DATA FOR THIS TASK Block Start

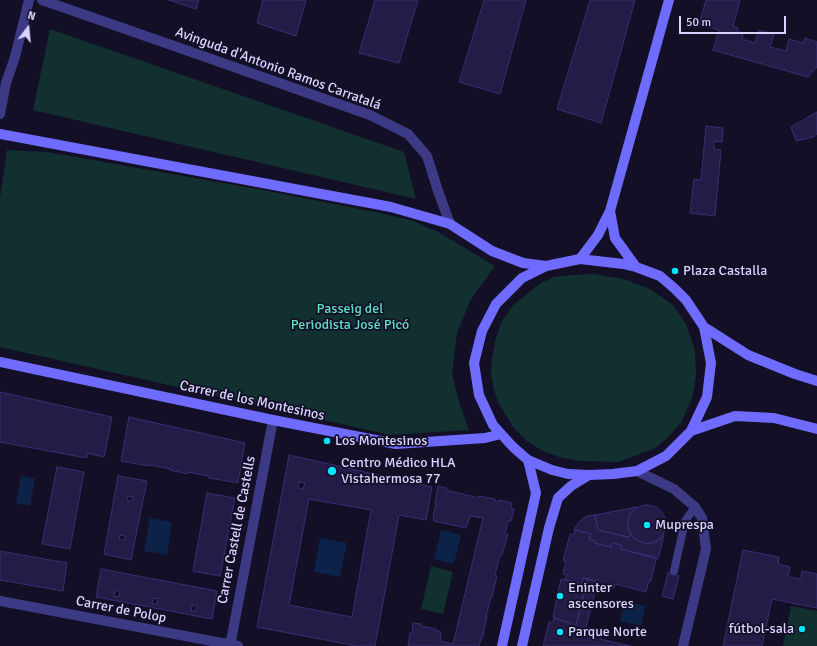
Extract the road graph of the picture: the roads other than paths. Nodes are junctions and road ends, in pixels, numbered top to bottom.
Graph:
1 (29, 0) edge
2 (42, 0) edge
3 (669, 0) edge
4 (0, 114) edge
5 (0, 134) edge
6 (610, 211) junction
7 (450, 224) junction
8 (580, 260) junction
9 (546, 266) junction
10 (636, 267) junction
11 (704, 327) junction
12 (0, 362) edge
13 (817, 381) edge
14 (273, 420) junction
15 (817, 429) edge
16 (691, 431) junction
17 (501, 434) junction
18 (528, 460) junction
19 (637, 471) junction
20 (589, 475) junction
21 (695, 507) junction
22 (674, 571) dead end
23 (0, 601) edge
24 (232, 646) edge
25 (502, 646) edge
26 (522, 646) edge
27 (683, 646) edge

1 - 4 street
2 - 7 street, Avinguda d'Antonio Ramos Carratalá
3 - 6 main road
5 - 7 main road
6 - 8 main road
6 - 10 main road
7 - 9 main road
8 - 9 main road
8 - 10 main road
9 - 17 main road
10 - 11 main road
11 - 13 main road
11 - 16 main road
12 - 14 main road, Carrer de los Montesinos
14 - 17 main road, Carrer de los Montesinos
14 - 24 street, Carrer Castell de Castells
15 - 16 main road
16 - 19 main road
17 - 18 main road
18 - 20 main road
18 - 25 main road
19 - 20 main road
19 - 21 street
20 - 26 main road
21 - 22 lane
21 - 27 street
23 - 24 street, Carrer de Polop

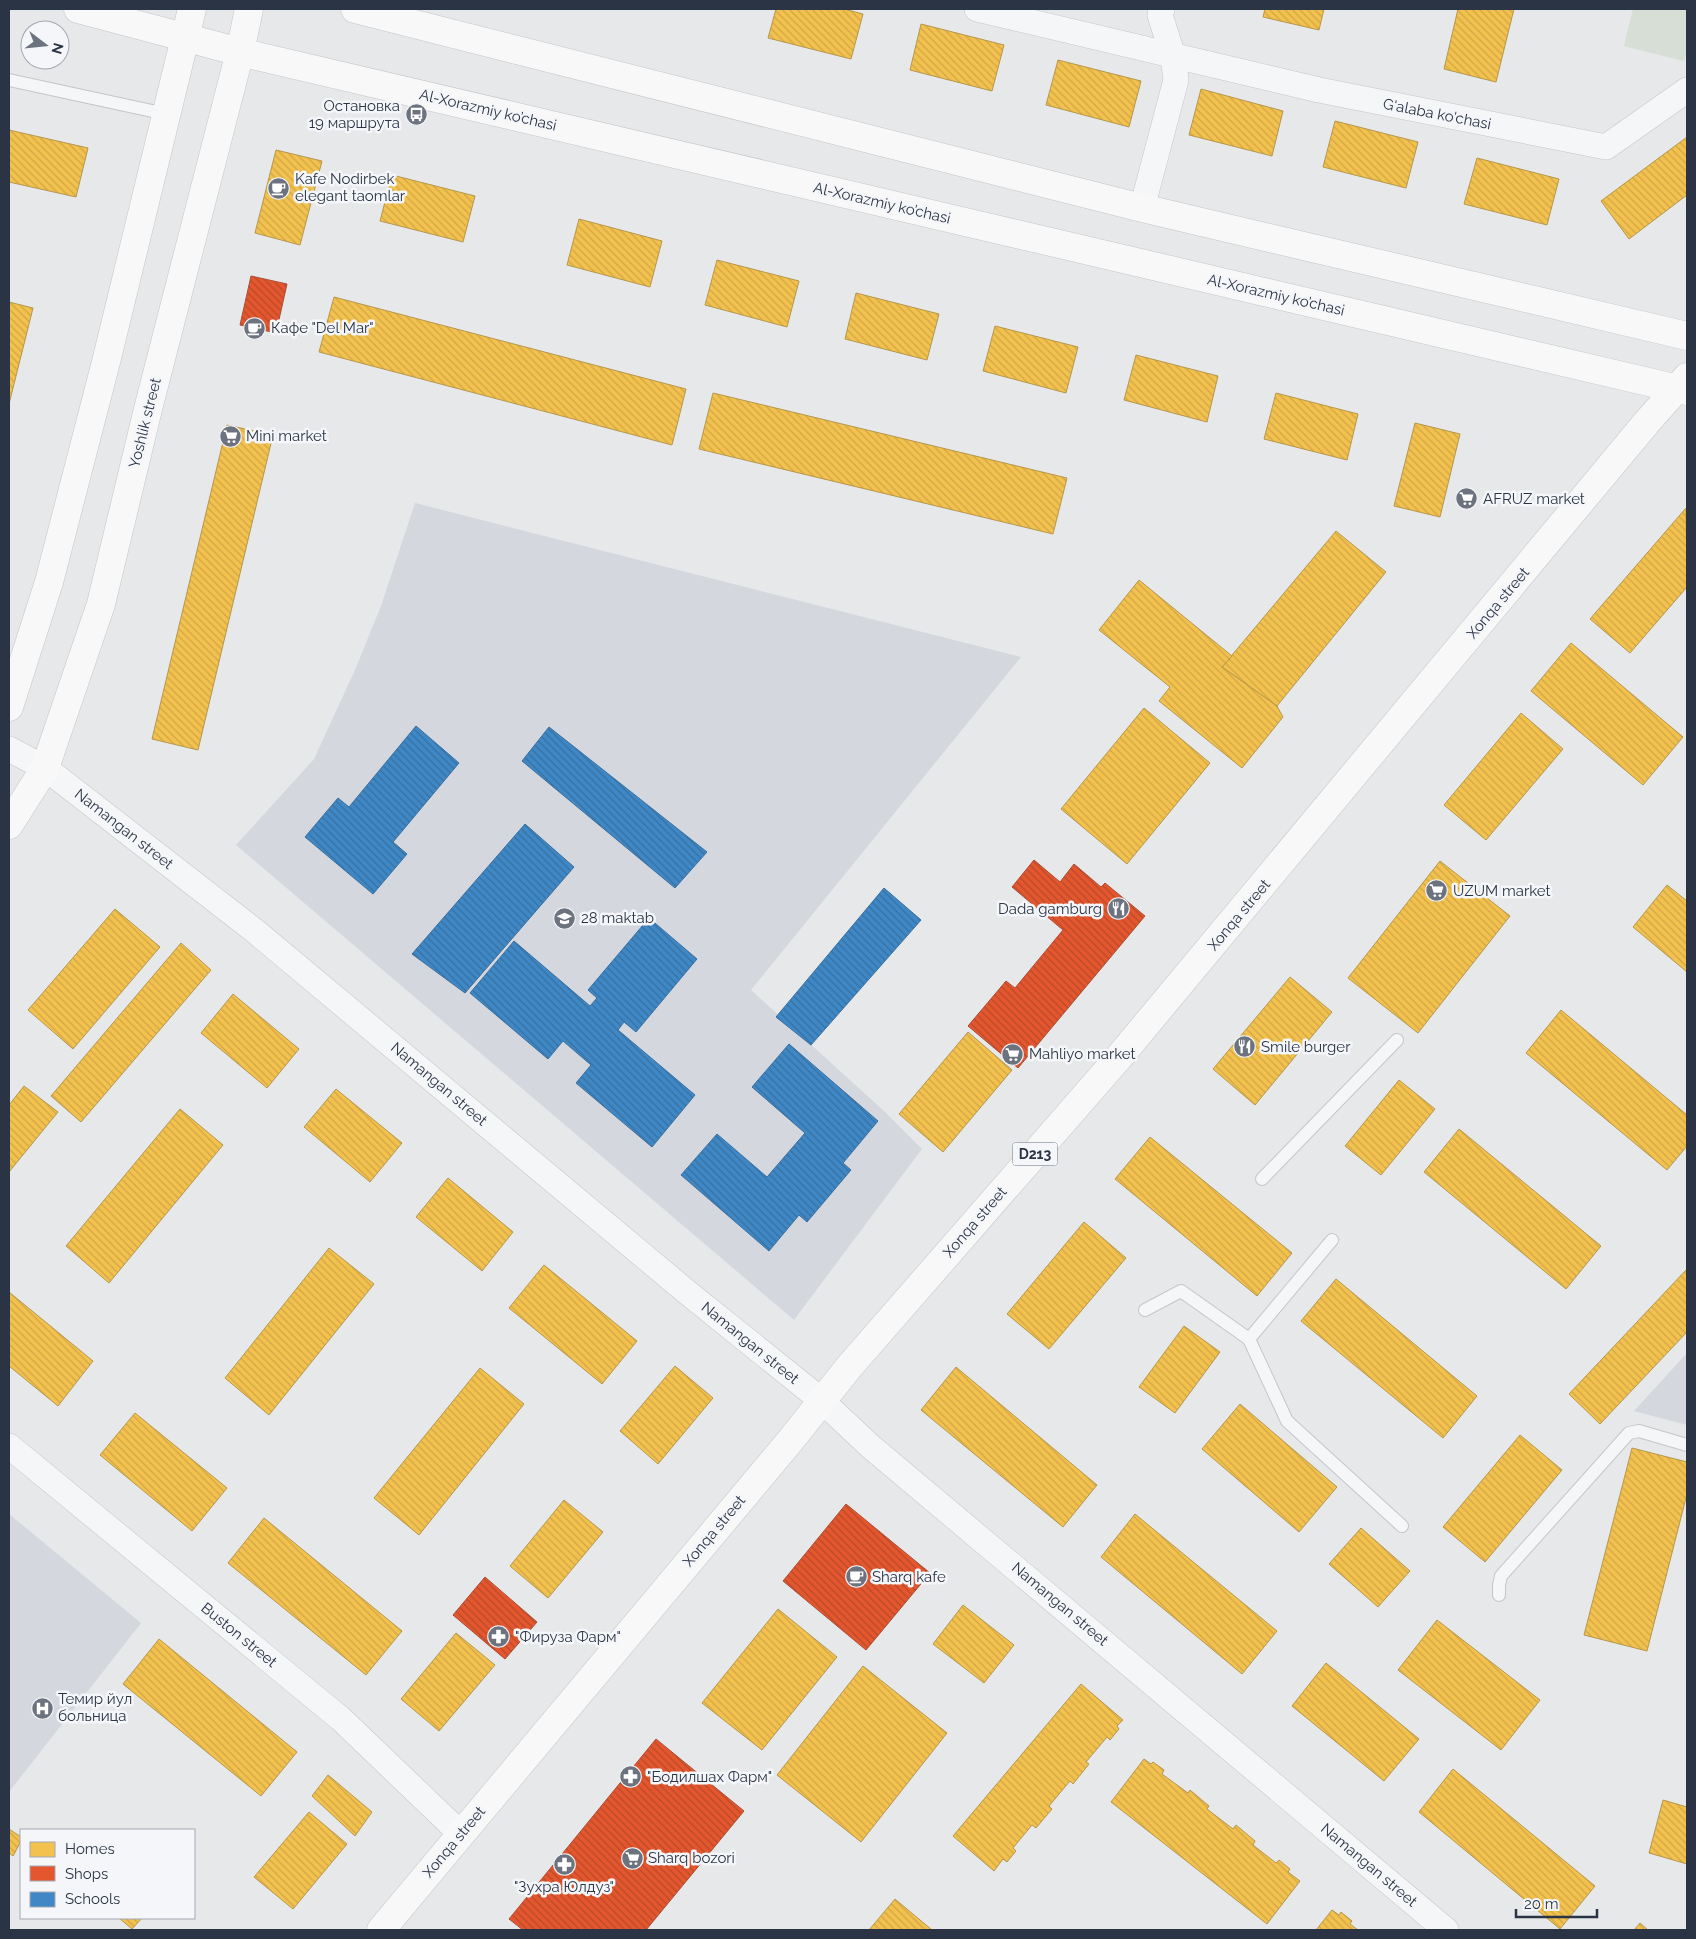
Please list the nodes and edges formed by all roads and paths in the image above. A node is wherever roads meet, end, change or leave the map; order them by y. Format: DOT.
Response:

DATA FOR THIS TASK Block End

§ YOUR ASSIGNMENT:
Quote each line of the listing exactly, but leave the pictures out.

§ TASK OUTPUT:
Extract the road graph of the picture: the roads other than paths. Nodes are junctions and road ends, in pixels, numbered top to bottom.
Graph:
1 (29, 0) edge
2 (42, 0) edge
3 (669, 0) edge
4 (0, 114) edge
5 (0, 134) edge
6 (610, 211) junction
7 (450, 224) junction
8 (580, 260) junction
9 (546, 266) junction
10 (636, 267) junction
11 (704, 327) junction
12 (0, 362) edge
13 (817, 381) edge
14 (273, 420) junction
15 (817, 429) edge
16 (691, 431) junction
17 (501, 434) junction
18 (528, 460) junction
19 (637, 471) junction
20 (589, 475) junction
21 (695, 507) junction
22 (674, 571) dead end
23 (0, 601) edge
24 (232, 646) edge
25 (502, 646) edge
26 (522, 646) edge
27 (683, 646) edge

1 - 4 street
2 - 7 street, Avinguda d'Antonio Ramos Carratalá
3 - 6 main road
5 - 7 main road
6 - 8 main road
6 - 10 main road
7 - 9 main road
8 - 9 main road
8 - 10 main road
9 - 17 main road
10 - 11 main road
11 - 13 main road
11 - 16 main road
12 - 14 main road, Carrer de los Montesinos
14 - 17 main road, Carrer de los Montesinos
14 - 24 street, Carrer Castell de Castells
15 - 16 main road
16 - 19 main road
17 - 18 main road
18 - 20 main road
18 - 25 main road
19 - 20 main road
19 - 21 street
20 - 26 main road
21 - 22 lane
21 - 27 street
23 - 24 street, Carrer de Polop

Please list the nodes and edges formed by all roads and paths in the image above. A node is wherever roads meet, end, change or leave the map; order them by y. Format: DOT.
Response:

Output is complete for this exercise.